* _TASK OBJECTIVE_
Search the entries for the word "pinky" and pull out each line that has it.

* _THE RECORDS_
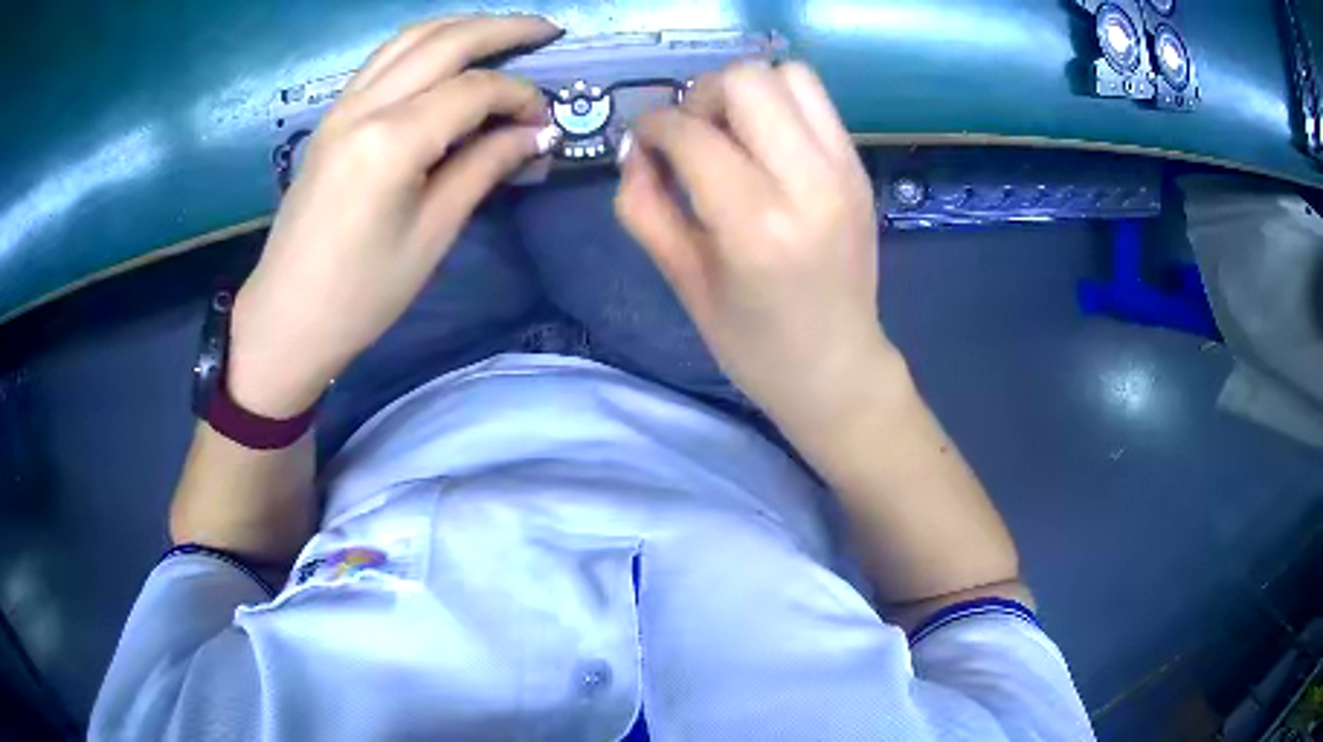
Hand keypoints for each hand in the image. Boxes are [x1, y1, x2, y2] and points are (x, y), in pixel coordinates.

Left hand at [229, 16, 560, 416]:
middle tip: (547, 30)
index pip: (473, 89)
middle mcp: (364, 107)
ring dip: (461, 26)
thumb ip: (484, 169)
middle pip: (443, 41)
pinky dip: (424, 44)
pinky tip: (446, 54)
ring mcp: (342, 107)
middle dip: (502, 28)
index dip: (519, 95)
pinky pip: (383, 60)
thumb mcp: (432, 235)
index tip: (545, 119)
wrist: (286, 317)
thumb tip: (535, 134)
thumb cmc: (361, 294)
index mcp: (391, 140)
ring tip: (502, 31)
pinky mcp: (332, 118)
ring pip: (409, 39)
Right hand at [615, 61, 891, 424]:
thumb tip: (636, 151)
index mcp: (757, 224)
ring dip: (747, 92)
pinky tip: (766, 146)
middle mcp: (809, 182)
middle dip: (702, 96)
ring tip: (732, 134)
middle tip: (693, 137)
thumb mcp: (682, 281)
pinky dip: (781, 105)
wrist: (838, 368)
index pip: (692, 132)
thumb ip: (644, 206)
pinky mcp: (860, 168)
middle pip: (747, 79)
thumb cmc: (752, 343)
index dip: (653, 127)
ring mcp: (844, 170)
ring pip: (789, 74)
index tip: (645, 147)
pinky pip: (816, 100)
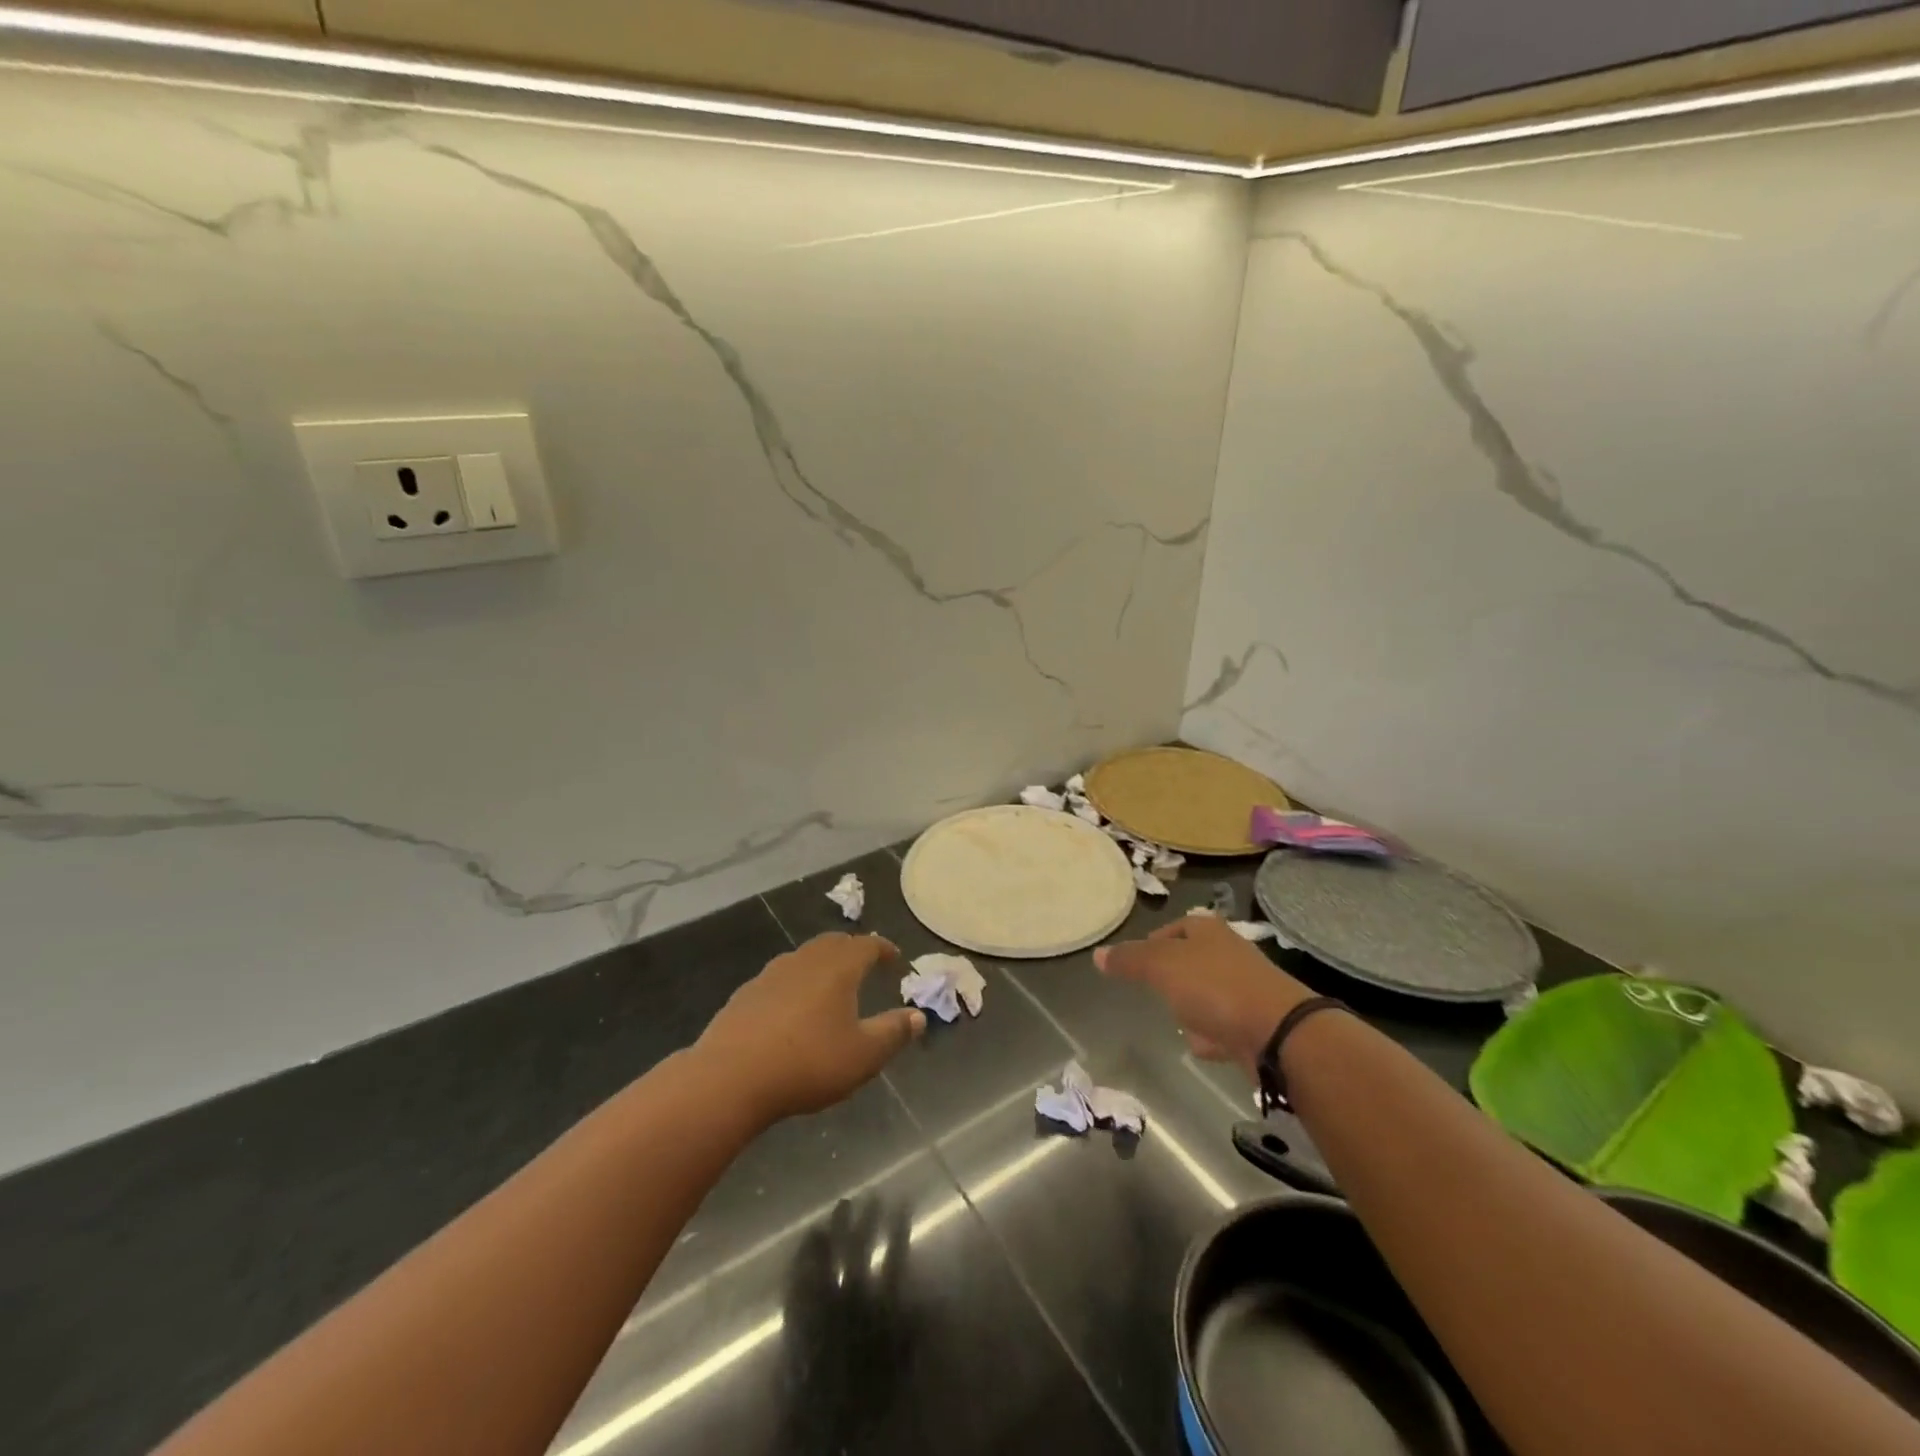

* _REPLY_
pinky dip: (424, 44)
pinky tip: (446, 54)
pinky pip: (383, 60)
pinky mcp: (332, 118)
pinky tip: (766, 146)
pinky dip: (781, 105)
pinky mcp: (860, 168)
pinky pip: (816, 100)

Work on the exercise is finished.